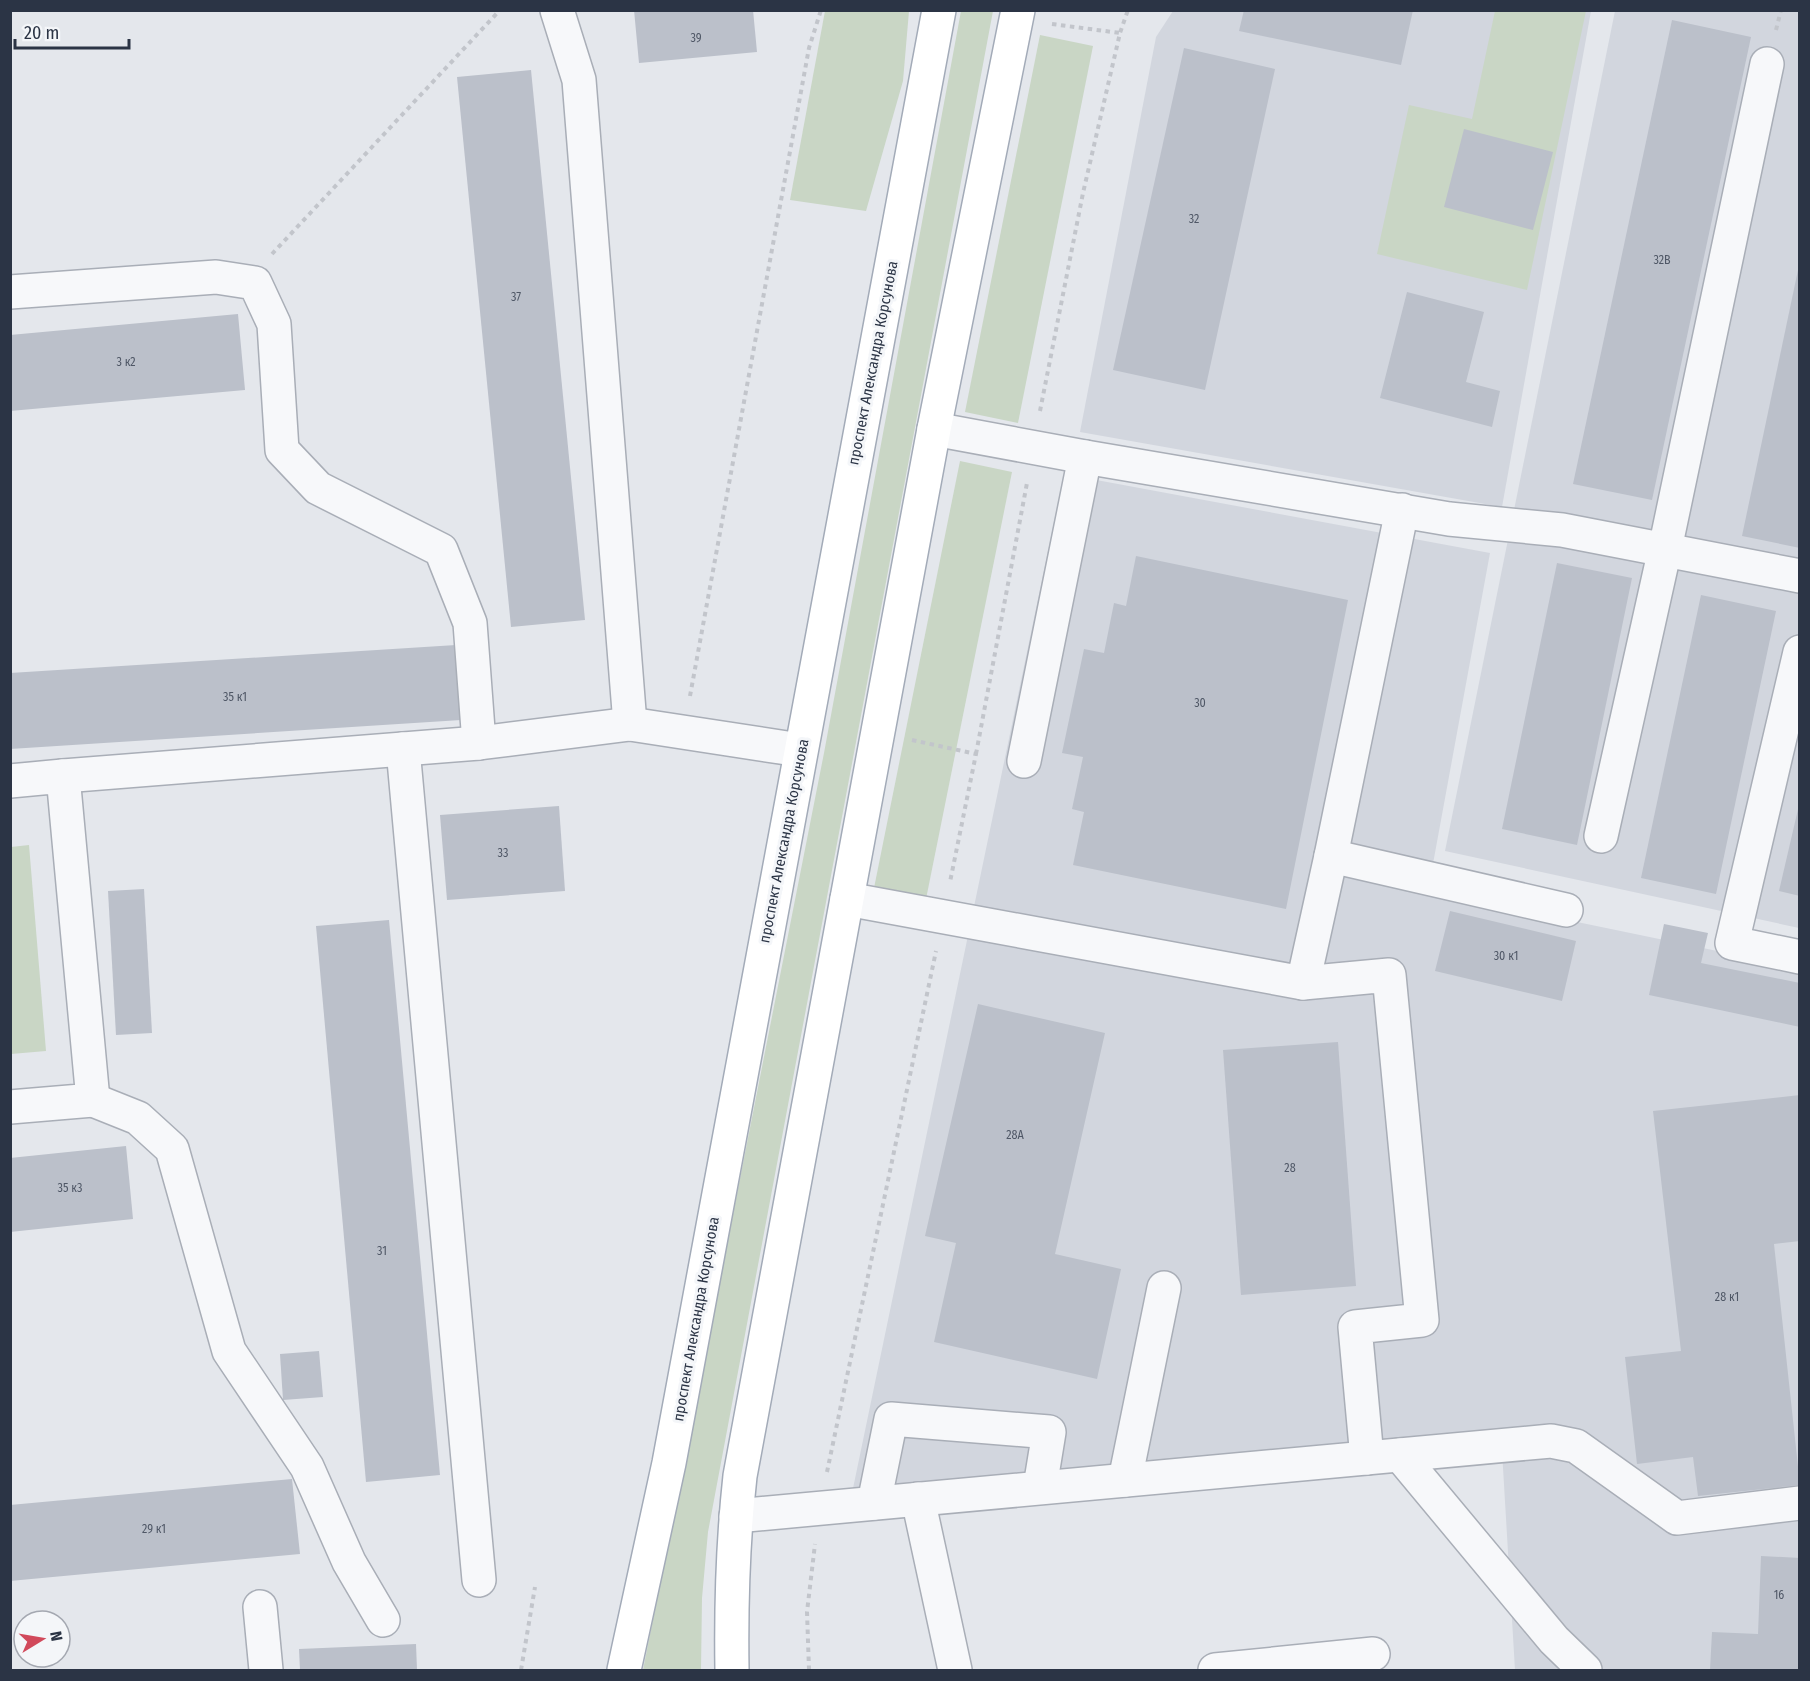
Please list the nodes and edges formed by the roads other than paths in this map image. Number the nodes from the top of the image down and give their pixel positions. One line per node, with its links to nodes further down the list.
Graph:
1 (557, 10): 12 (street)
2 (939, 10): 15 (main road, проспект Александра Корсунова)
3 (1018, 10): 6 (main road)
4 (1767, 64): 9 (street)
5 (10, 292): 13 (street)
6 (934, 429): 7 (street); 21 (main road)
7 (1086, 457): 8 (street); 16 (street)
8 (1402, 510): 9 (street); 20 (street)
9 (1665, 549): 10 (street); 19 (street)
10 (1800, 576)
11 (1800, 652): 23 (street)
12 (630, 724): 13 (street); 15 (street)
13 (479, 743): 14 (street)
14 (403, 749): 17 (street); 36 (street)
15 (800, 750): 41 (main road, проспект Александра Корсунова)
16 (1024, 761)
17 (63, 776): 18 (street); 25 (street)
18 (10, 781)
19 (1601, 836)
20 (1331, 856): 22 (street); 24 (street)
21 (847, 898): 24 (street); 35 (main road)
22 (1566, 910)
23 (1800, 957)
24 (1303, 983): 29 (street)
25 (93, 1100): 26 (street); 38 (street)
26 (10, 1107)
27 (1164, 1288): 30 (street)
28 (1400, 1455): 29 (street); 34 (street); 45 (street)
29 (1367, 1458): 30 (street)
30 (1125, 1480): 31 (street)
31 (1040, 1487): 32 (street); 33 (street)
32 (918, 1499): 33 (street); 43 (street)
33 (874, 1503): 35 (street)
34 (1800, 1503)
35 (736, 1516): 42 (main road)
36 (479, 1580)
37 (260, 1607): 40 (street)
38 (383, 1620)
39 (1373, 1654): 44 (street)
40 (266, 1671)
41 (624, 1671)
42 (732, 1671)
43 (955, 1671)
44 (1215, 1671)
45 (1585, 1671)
•••••
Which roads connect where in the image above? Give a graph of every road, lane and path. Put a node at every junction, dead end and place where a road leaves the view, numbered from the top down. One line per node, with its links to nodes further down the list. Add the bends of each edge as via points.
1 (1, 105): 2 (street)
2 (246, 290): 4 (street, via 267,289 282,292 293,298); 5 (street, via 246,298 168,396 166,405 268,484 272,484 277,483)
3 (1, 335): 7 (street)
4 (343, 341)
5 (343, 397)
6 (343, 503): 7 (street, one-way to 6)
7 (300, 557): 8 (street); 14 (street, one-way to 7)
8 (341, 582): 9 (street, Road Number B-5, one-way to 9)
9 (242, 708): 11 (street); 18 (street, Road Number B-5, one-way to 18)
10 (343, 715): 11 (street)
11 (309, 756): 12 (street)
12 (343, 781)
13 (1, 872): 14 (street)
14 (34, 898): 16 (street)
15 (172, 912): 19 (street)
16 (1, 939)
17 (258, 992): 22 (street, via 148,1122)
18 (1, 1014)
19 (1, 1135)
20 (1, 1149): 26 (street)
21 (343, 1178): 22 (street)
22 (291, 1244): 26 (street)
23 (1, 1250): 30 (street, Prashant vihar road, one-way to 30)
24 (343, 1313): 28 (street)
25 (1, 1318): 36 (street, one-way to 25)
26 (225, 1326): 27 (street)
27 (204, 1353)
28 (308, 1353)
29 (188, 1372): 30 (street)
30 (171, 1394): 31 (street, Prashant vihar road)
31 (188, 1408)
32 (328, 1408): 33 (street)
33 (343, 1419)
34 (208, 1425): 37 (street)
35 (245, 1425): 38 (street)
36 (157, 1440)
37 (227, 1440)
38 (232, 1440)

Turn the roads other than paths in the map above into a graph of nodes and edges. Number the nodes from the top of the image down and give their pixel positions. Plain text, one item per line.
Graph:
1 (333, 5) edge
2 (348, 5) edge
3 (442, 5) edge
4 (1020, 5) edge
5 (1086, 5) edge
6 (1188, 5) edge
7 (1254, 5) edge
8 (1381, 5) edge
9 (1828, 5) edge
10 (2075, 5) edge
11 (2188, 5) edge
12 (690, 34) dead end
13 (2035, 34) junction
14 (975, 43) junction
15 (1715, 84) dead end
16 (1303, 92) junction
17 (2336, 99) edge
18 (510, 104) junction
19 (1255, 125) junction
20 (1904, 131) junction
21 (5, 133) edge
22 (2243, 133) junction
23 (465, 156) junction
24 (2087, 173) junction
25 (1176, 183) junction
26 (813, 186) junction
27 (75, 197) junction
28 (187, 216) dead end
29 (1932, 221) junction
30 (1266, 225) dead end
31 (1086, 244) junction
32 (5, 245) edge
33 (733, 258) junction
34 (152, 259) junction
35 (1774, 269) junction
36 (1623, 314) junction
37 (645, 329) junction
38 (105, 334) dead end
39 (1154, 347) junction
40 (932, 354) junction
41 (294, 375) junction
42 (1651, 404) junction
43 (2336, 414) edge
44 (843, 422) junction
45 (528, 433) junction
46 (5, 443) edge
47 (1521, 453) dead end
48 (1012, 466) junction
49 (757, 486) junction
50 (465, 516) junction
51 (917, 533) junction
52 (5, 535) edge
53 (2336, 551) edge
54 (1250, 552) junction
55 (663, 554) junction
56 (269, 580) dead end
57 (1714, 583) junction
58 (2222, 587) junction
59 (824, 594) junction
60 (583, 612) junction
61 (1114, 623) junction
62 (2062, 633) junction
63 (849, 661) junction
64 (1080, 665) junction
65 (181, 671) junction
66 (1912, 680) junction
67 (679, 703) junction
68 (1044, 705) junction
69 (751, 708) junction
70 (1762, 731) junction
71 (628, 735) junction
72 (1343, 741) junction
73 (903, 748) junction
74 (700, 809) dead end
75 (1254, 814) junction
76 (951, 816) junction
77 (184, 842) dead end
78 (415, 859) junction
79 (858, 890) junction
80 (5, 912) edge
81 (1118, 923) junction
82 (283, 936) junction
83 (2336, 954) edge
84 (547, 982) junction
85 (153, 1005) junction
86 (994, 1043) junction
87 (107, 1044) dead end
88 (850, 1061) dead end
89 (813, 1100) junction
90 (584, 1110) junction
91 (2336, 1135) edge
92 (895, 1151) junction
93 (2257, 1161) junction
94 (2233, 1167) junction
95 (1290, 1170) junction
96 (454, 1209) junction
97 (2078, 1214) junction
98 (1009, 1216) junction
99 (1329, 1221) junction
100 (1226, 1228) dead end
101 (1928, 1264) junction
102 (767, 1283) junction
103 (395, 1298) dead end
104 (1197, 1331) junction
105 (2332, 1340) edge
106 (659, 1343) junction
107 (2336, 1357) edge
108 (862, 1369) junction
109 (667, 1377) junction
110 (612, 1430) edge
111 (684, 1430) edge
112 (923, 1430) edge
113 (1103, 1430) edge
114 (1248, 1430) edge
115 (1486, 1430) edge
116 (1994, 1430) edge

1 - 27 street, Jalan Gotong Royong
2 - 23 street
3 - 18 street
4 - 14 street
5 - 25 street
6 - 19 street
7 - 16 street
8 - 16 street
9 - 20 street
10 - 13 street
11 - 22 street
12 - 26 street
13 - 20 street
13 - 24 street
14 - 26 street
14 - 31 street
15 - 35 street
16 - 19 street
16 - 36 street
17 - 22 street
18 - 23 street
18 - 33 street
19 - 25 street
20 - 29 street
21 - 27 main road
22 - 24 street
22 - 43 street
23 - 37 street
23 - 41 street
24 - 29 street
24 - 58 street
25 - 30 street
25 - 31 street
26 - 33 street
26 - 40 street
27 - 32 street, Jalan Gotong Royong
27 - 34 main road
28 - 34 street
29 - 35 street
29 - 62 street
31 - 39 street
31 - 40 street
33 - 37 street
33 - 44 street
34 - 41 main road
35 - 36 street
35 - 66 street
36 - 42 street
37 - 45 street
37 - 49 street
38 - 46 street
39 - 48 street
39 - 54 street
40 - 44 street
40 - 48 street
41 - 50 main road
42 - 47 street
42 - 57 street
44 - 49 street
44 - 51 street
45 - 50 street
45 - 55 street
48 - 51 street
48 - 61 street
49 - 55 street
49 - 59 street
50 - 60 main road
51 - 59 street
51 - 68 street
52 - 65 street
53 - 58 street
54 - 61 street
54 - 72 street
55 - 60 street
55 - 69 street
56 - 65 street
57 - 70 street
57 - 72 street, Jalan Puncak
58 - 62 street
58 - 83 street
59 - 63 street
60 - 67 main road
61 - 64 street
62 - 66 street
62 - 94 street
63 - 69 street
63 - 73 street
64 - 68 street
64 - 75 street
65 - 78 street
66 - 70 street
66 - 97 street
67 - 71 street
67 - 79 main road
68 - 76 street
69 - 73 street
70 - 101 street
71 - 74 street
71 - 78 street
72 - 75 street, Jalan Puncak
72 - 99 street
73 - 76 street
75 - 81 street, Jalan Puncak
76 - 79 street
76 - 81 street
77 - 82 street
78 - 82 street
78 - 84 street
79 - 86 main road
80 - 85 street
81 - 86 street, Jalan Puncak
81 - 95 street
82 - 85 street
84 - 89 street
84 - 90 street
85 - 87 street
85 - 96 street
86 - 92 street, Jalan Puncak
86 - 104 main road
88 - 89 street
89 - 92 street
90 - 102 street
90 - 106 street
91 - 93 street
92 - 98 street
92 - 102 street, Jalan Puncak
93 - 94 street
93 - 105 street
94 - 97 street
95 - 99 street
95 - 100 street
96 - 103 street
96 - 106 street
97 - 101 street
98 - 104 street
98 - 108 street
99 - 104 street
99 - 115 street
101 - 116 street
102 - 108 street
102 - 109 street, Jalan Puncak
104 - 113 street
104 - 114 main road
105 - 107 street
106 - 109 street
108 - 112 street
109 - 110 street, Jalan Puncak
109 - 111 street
•••••
» **Exercise objective**
A single number is requested: the count of lines in the data that hold "other".

» **Response area**
2